In this model, the plumes originate in the dissociation of certain stiff compounds of ice, called clathrates, which may cover Enceladus to a depth of tens of kilometres.
"Frigid Faithful gives a straightforward account of the measured composition, including the gases left unaccounted by Cold Faithful. Perhaps more important, the plumes of Frigid Faithful could remain active far below the freezing point of water, under the frigid conditions that might be surmised inside a tiny, icy moon," said Kieffer, professor in the University's Center for Advanced Study.
Now, the team of Keiffer, mechanical science and engineering professor Gustavo Gioia, geology research associate Pinaki Chakraborty and geology professor and department head Stephen Marshak have expanded the model to account for both the tectonic features and the heat transport in the southern hemisphere.
The team examined the deformation of a clathrate-rich shell containing a mildly warm heat source buried under the south pole, and showed that it was possible for a frigid, stiff Enceladus without a shifting interior (such as plate tectonics on Earth) to develop fractures and ridges, and convey heat at the observed rate.
"As the heat source warmed at depth, it expanded and stretched the clathrate-rich shell above, giving rise to tensile stresses in the south polar cap. As a result, the shell cracked, forming the four 130 kilometre-long fractures known as tiger stripes," said Gioia, lead author of the paper.
The researchers estimate the heat source could have been only 40 degrees warmer than the surrounding shell.
"In this model, the tiger stripes are analogous to the cracks that form in the glazing of a porcelain vessel when the vessel is filled with hot tea," Gioia said, adding that northwards of the south polar cap (in which the stresses are tensile), the stresses turned first from tensile to compressive - forming the ring of ridges that circles the tiger stripes - and then back to tensile - forming the set of "starfish" fractures that radiates northward from the ring of ridges.

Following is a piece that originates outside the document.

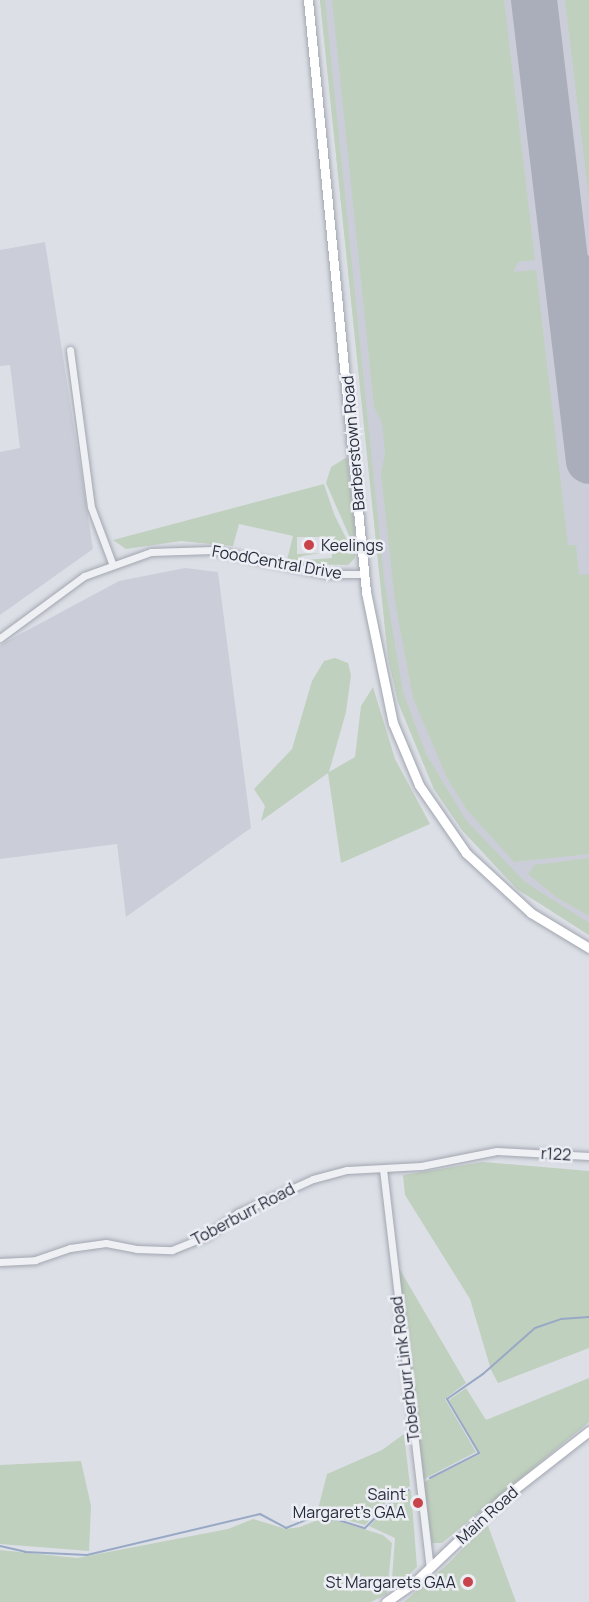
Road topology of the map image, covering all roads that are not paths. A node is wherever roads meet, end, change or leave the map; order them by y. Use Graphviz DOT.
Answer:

Thus the model explains the formation of the entire arrangement of fractures and ridges observed by Cassini on the southern hemisphere of Enceladus, Gioia said.
The team believes the tiger stripes cut through the shell of Enceladus to a depth of about 35 kilometres.
After the tiger stripes formed, the clathrates exposed on the cracked surfaces of the tiger stripes were decompressed. Upon decompression, the exposed clathrates absorbed heat from the source at depth and dissociated explosively, exposing more clathrates to decompression, in a process that continues today, Gioia said.
The implication is that Frigid Faithful's shell remains close to the surface temperature to a depth of about 35 kilometres. According to the Cassini measurements, the surface temperature might be as many as 150 degrees below the freezing point of water, Gioia added.
The researchers describe the model in a paper due for publication in the Proceedings of the National Academy of Sciences (PNAS).